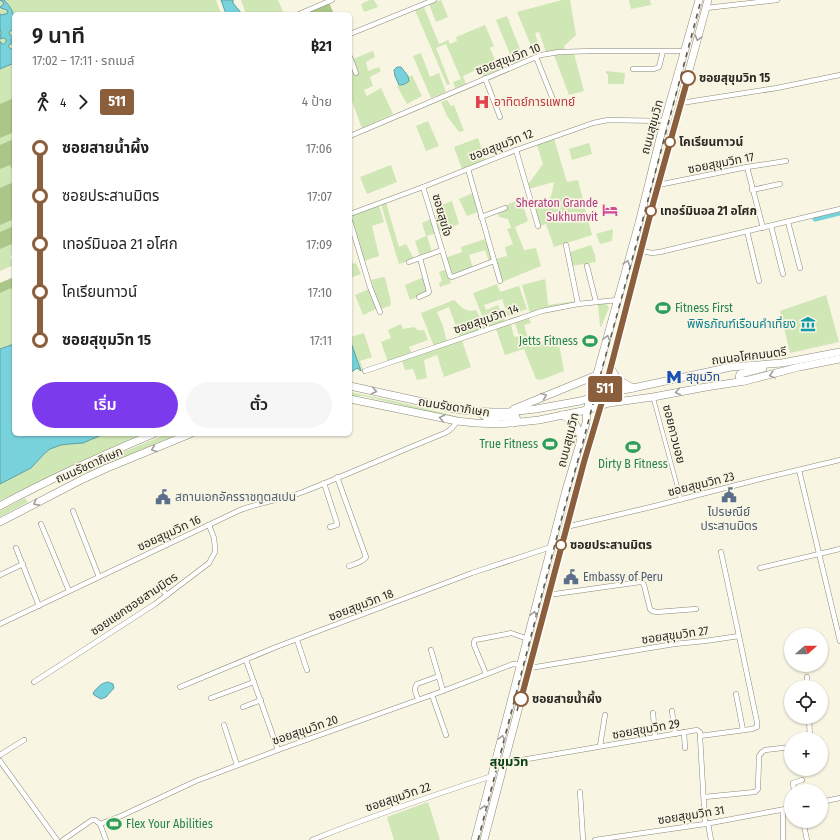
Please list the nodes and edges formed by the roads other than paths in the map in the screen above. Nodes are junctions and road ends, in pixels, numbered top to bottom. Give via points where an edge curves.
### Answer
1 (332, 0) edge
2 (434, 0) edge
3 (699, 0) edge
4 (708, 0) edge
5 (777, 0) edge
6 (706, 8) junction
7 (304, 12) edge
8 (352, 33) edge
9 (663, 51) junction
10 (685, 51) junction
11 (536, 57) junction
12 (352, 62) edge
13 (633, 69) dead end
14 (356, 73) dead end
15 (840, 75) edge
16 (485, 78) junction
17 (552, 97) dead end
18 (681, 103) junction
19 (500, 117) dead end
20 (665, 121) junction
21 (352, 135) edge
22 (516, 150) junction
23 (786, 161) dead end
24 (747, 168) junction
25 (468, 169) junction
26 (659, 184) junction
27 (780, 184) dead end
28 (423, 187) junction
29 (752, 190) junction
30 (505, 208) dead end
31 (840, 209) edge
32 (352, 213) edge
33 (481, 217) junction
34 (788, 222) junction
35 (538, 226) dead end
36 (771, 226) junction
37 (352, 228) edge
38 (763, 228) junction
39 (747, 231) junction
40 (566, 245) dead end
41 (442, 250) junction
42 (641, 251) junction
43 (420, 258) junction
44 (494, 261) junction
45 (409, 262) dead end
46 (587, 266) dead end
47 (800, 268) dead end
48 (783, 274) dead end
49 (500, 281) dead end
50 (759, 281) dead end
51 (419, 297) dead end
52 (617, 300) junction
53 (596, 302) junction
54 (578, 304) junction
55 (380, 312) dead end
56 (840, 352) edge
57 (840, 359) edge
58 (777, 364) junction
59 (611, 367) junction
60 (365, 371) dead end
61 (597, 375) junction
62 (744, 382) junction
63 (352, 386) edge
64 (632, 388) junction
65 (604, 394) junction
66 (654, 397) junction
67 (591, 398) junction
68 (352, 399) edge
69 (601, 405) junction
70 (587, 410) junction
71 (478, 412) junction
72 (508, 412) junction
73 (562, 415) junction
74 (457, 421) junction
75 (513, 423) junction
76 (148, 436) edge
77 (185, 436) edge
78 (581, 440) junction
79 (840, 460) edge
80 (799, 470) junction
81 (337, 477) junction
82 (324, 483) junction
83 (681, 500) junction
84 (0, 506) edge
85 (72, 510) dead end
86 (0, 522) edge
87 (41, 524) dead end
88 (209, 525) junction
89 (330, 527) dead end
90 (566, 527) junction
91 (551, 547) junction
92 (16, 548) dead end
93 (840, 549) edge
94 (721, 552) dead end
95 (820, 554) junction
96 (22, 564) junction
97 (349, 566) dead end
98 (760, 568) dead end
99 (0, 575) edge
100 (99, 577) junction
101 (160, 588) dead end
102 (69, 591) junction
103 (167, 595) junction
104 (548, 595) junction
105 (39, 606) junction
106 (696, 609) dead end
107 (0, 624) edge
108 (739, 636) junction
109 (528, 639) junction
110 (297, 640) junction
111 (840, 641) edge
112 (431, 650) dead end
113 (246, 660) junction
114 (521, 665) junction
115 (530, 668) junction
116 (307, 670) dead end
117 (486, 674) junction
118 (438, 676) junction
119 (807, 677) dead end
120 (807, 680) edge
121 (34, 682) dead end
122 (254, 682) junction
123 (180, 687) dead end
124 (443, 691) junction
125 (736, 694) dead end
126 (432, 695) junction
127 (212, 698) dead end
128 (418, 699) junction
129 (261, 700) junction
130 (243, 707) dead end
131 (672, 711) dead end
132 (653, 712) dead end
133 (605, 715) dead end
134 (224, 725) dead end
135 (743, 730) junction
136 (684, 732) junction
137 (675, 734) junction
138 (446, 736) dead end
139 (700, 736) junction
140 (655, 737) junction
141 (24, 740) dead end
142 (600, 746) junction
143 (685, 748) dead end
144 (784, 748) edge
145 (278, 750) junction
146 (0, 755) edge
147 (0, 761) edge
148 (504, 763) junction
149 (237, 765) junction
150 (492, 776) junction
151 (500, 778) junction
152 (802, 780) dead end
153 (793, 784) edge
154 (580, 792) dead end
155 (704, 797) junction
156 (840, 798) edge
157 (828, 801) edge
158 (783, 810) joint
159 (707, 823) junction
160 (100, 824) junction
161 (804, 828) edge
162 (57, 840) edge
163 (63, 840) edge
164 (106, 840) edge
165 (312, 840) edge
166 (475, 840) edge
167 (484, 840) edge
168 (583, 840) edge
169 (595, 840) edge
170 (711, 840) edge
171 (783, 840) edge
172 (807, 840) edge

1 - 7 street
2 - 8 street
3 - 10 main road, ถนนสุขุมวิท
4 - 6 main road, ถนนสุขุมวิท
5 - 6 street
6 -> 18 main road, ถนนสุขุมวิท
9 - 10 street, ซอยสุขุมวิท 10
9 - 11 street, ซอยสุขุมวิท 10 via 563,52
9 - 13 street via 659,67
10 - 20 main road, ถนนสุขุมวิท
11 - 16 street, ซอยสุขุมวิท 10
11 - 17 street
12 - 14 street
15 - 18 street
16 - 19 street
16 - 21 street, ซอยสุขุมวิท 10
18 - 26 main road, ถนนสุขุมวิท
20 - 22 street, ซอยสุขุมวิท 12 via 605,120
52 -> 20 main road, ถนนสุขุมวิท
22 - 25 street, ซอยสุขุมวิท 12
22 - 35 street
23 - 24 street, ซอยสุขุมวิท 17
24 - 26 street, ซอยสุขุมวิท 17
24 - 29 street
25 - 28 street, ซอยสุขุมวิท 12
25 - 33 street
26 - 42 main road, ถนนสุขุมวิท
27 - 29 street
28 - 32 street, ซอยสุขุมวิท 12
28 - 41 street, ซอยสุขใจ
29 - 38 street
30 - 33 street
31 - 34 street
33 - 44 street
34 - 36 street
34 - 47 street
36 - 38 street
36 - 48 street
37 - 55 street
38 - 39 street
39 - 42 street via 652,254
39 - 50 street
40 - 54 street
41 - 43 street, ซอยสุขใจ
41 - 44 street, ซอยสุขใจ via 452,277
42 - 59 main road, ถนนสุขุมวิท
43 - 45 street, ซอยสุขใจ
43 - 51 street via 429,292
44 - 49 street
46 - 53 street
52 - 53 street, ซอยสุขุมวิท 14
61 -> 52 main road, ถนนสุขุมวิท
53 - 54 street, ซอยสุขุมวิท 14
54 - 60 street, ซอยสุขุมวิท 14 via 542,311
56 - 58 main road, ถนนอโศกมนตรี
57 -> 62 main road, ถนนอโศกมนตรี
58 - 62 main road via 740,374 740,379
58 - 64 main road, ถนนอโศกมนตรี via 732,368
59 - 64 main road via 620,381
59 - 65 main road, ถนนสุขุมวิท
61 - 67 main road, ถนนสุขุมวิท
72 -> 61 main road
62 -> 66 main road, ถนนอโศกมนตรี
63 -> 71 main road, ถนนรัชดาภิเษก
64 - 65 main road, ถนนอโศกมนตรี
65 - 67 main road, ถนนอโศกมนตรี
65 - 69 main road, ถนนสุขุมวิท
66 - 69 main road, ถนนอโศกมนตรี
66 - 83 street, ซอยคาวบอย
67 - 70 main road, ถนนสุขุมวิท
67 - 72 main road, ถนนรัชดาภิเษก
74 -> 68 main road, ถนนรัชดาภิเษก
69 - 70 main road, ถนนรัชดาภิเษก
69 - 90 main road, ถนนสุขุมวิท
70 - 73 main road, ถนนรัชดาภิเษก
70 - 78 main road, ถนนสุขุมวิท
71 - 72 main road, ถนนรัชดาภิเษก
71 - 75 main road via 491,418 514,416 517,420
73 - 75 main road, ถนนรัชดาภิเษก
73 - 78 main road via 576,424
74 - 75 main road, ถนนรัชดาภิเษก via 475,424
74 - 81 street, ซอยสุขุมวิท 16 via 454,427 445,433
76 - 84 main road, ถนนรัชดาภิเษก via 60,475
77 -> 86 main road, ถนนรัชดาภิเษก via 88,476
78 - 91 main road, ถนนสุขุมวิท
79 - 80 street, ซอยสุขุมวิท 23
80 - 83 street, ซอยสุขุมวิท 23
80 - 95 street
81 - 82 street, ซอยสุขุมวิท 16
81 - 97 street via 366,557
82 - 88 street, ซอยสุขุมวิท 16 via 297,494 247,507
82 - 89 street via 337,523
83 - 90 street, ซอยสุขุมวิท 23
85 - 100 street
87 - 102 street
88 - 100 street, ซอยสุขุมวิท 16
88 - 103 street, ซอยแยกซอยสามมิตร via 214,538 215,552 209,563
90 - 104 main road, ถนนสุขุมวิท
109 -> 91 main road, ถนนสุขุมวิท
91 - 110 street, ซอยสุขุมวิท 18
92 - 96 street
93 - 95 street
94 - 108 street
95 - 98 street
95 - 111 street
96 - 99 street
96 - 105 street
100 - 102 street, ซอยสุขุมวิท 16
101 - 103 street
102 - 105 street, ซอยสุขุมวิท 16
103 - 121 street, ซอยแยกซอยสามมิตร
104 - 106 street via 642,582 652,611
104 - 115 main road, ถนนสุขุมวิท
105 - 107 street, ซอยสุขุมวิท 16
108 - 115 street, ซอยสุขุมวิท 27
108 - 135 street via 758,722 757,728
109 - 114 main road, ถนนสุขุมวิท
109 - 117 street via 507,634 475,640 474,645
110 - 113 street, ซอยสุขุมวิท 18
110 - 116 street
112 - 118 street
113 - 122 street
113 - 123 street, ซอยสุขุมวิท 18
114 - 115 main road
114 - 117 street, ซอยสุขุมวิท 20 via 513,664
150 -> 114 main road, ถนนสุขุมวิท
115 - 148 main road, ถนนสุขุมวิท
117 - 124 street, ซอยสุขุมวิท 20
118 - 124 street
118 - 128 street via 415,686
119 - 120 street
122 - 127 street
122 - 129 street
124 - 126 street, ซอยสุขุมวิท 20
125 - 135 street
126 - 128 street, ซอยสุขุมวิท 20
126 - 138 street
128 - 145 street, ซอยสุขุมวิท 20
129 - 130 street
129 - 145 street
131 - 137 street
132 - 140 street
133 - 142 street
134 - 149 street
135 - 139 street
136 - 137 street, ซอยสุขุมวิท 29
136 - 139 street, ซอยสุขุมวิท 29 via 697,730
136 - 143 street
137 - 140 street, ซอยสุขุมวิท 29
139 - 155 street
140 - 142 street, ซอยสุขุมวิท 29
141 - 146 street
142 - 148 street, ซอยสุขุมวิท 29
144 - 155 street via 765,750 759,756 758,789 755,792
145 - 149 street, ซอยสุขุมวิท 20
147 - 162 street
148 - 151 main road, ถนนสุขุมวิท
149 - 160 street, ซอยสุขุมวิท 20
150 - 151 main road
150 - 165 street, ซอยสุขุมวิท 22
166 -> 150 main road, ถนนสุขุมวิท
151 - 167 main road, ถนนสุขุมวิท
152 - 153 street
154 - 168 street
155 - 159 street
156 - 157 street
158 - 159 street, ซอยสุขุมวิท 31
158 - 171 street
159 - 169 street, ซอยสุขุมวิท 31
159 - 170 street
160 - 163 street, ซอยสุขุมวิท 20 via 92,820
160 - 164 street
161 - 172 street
* * *
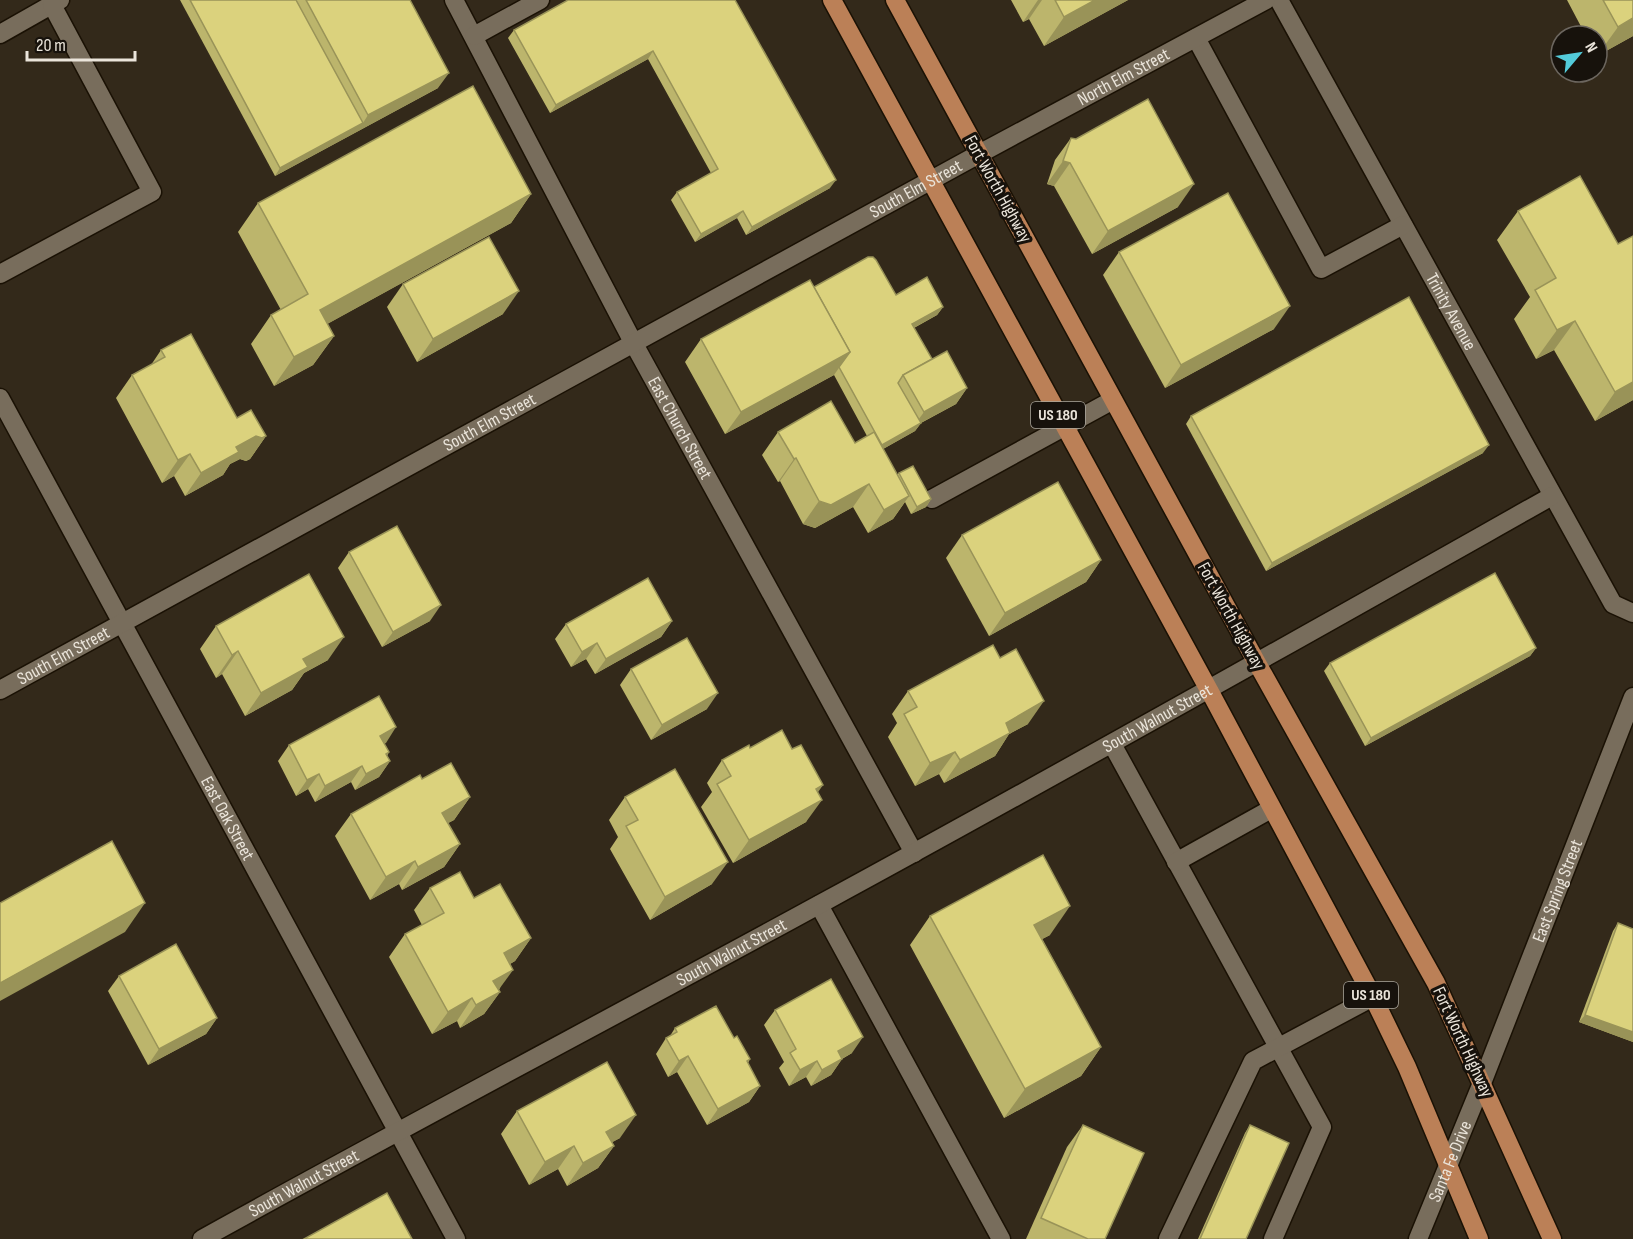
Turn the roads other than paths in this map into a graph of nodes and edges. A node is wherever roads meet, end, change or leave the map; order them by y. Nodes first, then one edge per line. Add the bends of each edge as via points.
---
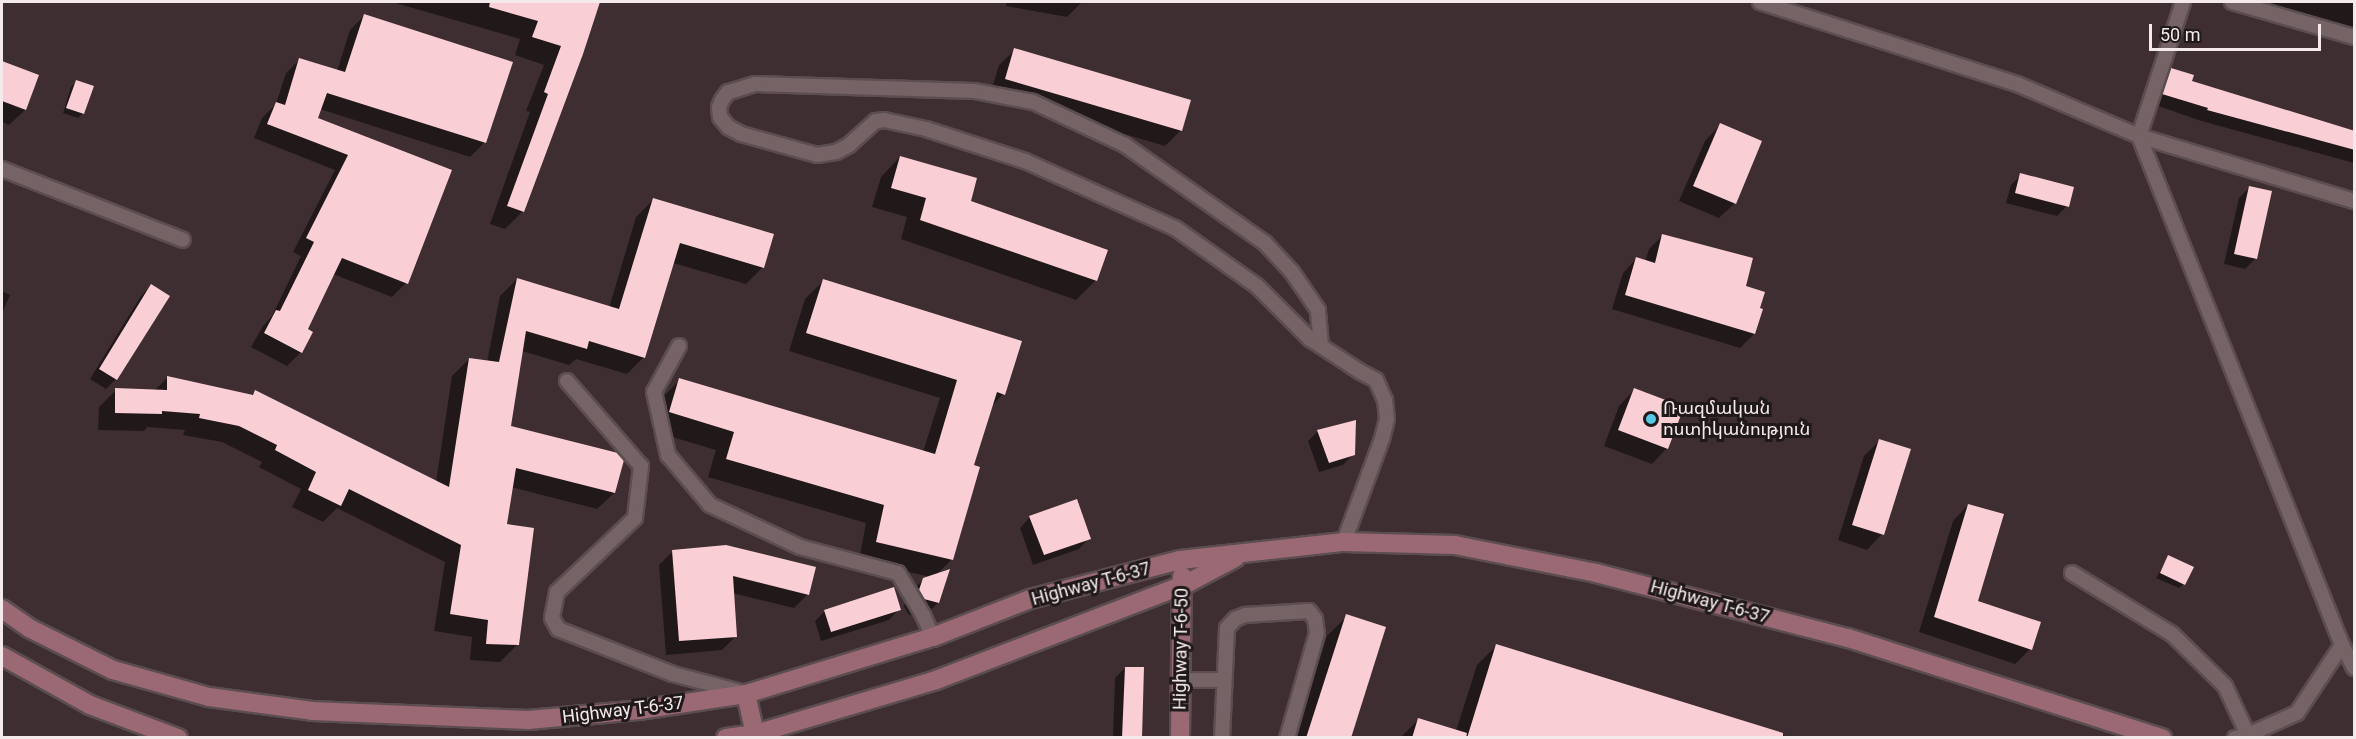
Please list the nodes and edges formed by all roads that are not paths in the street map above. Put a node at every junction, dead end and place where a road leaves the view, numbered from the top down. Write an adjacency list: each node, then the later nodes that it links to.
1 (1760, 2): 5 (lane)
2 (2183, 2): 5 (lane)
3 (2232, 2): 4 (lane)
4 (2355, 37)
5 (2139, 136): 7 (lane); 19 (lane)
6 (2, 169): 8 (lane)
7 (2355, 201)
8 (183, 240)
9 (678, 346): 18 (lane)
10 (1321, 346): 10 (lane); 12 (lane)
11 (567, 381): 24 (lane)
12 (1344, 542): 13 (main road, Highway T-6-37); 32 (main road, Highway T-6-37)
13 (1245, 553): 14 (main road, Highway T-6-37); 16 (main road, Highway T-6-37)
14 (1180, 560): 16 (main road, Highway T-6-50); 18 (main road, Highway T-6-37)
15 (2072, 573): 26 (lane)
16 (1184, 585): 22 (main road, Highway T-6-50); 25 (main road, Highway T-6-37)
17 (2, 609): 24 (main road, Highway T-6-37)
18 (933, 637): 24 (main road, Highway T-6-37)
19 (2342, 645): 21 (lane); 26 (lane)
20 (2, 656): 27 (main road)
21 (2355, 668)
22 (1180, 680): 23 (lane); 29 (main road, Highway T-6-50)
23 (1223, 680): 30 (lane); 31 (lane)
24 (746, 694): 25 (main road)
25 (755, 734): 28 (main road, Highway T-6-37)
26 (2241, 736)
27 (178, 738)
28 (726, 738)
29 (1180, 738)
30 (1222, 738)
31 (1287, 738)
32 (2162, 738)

■ How to complete this task
Each line in the data that holds the string "points" should be found and copied.

■ The answer
Please list the nodes and edges formed by the roads other than paths in the map in the screen above. Nodes are junctions and road ends, in pixels, numbered top to bottom. Give via points where an edge curves.
Turn the roads other than paths in this map into a graph of nodes and edges. A node is wherever roads meet, end, change or leave the map; order them by y. Nodes first, then one edge per line. Add the bends of each edge as via points.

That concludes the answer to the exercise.